Difference between using Linear and manually setting up parameters and implementing forward?

I started to learn PyTorch and am looking for some help to understand the basics. I implemented two classes A and B (shown below). I expected them to do the same thing.

However, this is not the case. When training A the losses start in the three digits range, while using the same data and fit loop with B (using Linear) starts with five digits losses. They both then go into the right direction, but I am still wondering what the difference is?

FWIW I went through the forums and found the topic of initialization and in C I tried to imitate what I found in Linear’s init() and reset_parameters() as good as I could. But it did not change the initial losses reported.

class A(nn.Module):
    def __init__(self):
        self.weights = nn.Parameter(torch.rand(224*224*3, 1) / math.sqrt(224*224*3))
        self.bias = nn.Parameter(torch.zeros(1))
    def forward(self, xb):
        return xb.view(xb.size(0), -1) @ self.weights + self.bias

class B(nn.Module):   
    def __init__(self):
        self.lin= nn.Linear(224*224*3, 1)
    def forward(self, xb):
        return self.lin(xb.view(xb.size(0), -1))

class C(nn.Module):
    def __init__(self):
        self.weights = nn.Parameter(torch.Tensor(224*224*3, 1))
        init.kaiming_uniform_(self.weights, a=math.sqrt(224*224*3))
        bound = 1 / math.sqrt(224*224*3)
        self.bias = nn.Parameter(torch.Tensor(1))
        init.uniform_(self.bias, -bound, bound)  

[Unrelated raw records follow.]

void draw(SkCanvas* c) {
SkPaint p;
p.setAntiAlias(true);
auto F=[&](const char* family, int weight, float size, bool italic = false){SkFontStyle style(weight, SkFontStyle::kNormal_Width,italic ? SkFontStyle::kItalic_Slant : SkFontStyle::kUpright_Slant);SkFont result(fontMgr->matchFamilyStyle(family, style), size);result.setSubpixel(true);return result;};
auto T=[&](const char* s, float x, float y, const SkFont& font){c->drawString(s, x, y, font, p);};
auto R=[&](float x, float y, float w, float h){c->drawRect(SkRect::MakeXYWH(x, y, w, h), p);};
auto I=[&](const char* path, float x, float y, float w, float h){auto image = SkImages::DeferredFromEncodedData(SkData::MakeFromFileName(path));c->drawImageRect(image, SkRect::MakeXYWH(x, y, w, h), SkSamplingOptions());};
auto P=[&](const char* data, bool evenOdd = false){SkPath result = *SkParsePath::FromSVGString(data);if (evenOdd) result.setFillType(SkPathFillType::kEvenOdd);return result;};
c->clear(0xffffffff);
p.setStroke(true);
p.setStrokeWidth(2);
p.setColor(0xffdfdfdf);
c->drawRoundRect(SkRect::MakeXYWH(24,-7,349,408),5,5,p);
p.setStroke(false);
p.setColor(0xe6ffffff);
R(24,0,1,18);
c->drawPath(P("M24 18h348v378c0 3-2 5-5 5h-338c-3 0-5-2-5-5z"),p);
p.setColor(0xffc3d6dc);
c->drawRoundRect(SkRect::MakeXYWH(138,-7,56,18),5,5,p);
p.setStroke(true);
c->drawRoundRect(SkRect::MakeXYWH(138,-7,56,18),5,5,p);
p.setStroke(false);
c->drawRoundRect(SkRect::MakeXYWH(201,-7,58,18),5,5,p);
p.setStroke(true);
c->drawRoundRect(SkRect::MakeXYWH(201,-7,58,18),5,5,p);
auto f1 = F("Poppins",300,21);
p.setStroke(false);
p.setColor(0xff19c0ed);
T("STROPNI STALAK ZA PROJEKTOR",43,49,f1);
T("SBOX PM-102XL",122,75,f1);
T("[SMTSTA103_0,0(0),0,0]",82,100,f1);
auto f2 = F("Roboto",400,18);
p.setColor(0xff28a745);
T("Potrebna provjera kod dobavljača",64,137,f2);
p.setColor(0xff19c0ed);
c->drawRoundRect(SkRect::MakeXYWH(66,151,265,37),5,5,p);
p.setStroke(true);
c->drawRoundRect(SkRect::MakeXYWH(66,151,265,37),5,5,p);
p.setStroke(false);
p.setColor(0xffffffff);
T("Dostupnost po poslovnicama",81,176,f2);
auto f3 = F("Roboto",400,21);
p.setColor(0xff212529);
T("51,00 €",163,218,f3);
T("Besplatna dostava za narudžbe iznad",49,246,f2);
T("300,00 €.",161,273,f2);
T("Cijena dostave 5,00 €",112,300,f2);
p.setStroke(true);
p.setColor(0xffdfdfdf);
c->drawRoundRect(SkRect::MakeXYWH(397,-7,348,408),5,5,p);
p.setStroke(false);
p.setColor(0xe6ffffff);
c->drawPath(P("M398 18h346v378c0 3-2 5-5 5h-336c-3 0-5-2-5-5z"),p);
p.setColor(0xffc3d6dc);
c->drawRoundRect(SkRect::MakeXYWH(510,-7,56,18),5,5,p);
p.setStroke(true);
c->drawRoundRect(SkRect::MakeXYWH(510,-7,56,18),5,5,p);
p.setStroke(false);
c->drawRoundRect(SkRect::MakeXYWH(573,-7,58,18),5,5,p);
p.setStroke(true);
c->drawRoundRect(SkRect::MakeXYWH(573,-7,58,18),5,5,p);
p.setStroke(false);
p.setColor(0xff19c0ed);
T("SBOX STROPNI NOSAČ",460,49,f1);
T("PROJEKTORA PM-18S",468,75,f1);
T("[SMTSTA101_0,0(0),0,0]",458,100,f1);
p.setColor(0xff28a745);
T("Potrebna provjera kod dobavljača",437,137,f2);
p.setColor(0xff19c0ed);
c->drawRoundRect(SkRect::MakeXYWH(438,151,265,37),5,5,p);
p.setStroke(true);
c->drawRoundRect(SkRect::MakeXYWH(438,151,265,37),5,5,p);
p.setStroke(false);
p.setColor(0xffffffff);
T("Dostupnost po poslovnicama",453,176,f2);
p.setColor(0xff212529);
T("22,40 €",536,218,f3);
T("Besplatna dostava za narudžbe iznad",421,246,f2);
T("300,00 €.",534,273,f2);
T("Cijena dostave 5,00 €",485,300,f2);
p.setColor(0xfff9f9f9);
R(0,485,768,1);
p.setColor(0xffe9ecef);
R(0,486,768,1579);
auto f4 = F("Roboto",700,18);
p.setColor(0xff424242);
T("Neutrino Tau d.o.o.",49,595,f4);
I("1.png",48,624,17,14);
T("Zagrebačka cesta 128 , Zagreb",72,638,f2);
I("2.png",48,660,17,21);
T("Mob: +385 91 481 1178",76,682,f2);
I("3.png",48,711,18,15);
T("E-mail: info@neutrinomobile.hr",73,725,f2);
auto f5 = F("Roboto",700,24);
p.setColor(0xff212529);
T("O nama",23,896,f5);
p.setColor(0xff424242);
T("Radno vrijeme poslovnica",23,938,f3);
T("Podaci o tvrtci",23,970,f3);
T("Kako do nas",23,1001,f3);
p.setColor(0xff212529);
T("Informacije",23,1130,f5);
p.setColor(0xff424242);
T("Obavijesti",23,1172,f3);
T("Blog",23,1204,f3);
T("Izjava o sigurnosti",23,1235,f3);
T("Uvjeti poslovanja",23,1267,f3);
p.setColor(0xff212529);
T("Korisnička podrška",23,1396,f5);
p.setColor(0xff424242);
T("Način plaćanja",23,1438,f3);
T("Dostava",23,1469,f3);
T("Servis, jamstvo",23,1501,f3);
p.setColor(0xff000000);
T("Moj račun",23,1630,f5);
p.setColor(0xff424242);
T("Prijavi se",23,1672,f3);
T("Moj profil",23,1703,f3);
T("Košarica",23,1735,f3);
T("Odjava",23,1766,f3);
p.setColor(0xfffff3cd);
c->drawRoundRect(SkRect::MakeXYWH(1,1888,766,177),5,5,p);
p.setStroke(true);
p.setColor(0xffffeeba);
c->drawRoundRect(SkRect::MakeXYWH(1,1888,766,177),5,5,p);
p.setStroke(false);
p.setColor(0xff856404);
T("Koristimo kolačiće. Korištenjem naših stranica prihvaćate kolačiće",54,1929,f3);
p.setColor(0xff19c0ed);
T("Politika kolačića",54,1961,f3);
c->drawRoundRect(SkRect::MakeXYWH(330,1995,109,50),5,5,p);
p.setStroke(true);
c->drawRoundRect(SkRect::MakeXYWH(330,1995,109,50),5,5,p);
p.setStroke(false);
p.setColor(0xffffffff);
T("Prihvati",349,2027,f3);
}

    def forward(self, xb):
        return xb.view(xb.size(0), -1) @ self.weights + self.bias

#FWIW here is also the fit loop.
epochs = 12
lr = 1e-8
model = B() # or A()

for epoch in range(epochs):
    for xb, yb in train_dl:
        yb_ = model(xb)
        loss = F.mse_loss(yb_, yb)
        if n % 20 == 0: print(f'loss: {loss.item():05.2f}', )
        with torch.no_grad():
            for p in model.parameters(): 
                p -= p.grad * lr
    print(epoch, loss.item(), math.sqrt(loss.item()))

I think you are not using the same std for initializing your weight. PyTorch uses Kaiming init (so output size, albeit with a somewhat funny gain).

Best regards